Le Saline di Margherita di Savoia rappresentano l’habitat idoneo a ospitare una grande varietà
di organismi viventi: microrganismi alofili, molluschi, insetti e crostacei adattati alle diverse
condizioni di salinità delle acque. La specie più caratteristica di questi ambienti é l’Artemia
salina, crostaceo delle dimensioni di qualche millimetro ben adattato a vivere in acque a
elevata salinità. L’Artemia salina è l’unica specie in grado di tollerare acque con un tasso di
salinità superiore ai 300 grammi/litro, perché ha sviluppato la capacità di assorbire acqua
salata ed eliminare i sali in essa contenuti.
I microrganismi che vivono attaccati al fondo delle vasche, contribuendo a creare uno strato
isolante, favoriscono la produzione di sale e arricchiscono di sostanze organiche le acque. Tra
questi microrganismi l’Halobacterium salinarum, tipico degli habitat ipersalini che richiede
concentrazioni saline almeno del 20-25 per cento e alcuni cianobatteri capaci di sopravvivere in
condizioni estreme di aridità e salinità.

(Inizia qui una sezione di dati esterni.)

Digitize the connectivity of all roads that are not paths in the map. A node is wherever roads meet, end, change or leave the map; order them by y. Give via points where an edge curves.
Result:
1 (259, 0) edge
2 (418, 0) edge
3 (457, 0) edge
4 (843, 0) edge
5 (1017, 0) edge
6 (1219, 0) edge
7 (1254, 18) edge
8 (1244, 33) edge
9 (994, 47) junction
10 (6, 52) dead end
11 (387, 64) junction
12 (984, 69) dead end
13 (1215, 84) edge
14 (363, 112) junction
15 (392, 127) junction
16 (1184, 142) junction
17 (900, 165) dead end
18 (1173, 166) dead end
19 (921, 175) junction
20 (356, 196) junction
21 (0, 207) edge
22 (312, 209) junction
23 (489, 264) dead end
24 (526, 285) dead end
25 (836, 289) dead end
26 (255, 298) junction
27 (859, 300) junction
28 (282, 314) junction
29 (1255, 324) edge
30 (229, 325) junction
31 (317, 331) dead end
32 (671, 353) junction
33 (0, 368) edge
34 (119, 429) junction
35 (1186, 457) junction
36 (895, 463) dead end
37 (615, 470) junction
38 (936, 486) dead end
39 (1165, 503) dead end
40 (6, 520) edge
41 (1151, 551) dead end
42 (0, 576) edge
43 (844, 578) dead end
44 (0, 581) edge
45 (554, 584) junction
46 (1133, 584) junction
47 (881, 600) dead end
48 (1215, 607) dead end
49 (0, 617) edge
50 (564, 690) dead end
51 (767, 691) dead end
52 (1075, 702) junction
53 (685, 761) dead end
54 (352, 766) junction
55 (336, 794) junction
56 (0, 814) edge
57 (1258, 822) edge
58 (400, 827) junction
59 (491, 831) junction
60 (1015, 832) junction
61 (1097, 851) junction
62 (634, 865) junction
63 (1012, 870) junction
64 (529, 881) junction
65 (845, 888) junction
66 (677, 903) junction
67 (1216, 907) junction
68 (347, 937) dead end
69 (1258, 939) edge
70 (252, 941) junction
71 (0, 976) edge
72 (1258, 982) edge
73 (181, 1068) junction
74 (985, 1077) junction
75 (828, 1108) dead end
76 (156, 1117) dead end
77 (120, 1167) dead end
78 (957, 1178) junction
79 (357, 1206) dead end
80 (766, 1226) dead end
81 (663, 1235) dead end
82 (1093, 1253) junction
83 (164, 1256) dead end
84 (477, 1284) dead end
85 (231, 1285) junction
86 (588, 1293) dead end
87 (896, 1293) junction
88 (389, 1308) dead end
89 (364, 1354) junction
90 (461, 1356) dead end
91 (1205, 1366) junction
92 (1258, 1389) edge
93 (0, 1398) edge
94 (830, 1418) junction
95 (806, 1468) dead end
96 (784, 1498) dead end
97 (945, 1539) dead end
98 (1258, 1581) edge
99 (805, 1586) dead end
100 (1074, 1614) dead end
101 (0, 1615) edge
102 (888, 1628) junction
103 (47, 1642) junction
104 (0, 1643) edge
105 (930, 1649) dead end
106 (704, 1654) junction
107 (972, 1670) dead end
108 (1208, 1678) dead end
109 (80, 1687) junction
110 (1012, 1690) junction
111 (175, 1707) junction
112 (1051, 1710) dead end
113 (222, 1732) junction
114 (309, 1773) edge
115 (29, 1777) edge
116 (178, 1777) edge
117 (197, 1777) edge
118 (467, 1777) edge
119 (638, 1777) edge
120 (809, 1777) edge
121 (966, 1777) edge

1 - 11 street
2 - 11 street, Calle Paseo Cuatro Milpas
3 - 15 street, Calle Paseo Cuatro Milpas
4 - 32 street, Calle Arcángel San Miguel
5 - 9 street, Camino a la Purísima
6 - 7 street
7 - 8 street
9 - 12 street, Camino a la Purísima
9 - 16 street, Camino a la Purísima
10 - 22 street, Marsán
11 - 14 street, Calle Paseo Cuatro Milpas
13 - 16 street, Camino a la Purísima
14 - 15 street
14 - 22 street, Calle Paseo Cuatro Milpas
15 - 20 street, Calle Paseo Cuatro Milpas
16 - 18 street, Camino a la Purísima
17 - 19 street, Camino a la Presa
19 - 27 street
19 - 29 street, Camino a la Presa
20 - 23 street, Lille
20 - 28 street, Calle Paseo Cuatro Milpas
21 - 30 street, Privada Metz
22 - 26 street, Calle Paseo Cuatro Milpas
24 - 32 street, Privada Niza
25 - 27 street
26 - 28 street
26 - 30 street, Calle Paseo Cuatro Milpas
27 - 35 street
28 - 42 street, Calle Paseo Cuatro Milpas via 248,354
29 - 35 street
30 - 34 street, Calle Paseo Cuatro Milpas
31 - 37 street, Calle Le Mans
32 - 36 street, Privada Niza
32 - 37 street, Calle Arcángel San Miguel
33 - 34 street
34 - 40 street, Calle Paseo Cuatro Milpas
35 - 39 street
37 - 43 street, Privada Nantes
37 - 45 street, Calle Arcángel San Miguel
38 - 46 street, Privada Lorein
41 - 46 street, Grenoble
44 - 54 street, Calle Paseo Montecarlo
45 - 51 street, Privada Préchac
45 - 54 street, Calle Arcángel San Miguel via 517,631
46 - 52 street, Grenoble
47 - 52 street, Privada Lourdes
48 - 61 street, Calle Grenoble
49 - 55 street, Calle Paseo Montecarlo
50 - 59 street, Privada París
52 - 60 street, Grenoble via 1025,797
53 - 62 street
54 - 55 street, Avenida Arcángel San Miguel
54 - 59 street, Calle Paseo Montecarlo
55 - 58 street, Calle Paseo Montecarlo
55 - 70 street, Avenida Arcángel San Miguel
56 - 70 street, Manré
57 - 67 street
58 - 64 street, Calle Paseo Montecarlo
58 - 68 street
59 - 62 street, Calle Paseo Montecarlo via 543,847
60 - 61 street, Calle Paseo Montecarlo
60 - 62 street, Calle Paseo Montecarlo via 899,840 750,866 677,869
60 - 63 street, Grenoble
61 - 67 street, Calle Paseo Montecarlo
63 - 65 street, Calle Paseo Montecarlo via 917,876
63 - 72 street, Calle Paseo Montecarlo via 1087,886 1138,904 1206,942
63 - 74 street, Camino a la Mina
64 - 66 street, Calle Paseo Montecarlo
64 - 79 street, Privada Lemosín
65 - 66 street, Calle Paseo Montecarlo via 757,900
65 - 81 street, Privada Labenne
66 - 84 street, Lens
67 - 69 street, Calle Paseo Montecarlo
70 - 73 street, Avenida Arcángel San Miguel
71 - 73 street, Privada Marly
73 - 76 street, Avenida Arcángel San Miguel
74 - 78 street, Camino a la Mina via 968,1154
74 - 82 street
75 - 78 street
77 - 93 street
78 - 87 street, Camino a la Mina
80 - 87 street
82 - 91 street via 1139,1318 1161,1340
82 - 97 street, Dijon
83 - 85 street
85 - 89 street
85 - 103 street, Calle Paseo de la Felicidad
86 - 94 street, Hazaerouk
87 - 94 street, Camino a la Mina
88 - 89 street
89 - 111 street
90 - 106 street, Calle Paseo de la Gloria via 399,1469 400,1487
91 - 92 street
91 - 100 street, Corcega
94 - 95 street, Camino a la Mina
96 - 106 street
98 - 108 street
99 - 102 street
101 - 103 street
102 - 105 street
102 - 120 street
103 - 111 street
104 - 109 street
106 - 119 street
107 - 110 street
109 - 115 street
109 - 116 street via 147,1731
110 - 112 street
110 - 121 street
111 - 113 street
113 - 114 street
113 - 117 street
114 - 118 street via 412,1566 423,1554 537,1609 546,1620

La variabilità nella concentrazione dei sali, tra le diverse vasche, determina la formazione di
innumerevoli nicchie ecologiche ciascuna delle quali è occupata selettivamente e
periodicamente da una moltitudine di specie di uccelli. Molte tra le specie ospitate in questi
specchi d’acqua sono tutelate dalla Direttiva Uccelli e Direttiva Habitat (79/409/CEE e
92/43/CEE) e altre sono inserite nella Lista Rossa Nazionale.
La zona costituisce infatti un ambiente umido particolarmente adatto alla sosta e al rifugio di
numerosi uccelli migratori che trovano nutrimento nelle acque della laguna, alimentandosi di
molluschi, larve, vermi e insetti. Le vasche delle saline ospitano numerosi uccelli svernanti
appartenenti a quasi tutti i gruppi di specie presenti nel bacino del Mediterraneo tra cui la
volpoca, le fischione, il piovanello, il gabbiano roseo e l’avocetta.
La presenza del fenicottero rosa come nidificante è una acquisizione recente (1996) che ha
ulteriormente rafforzato il valore del sito. La colonia è la sola presente nel Mediterraneo
centro-orientale e ha quindi un elevato valore biogeografico.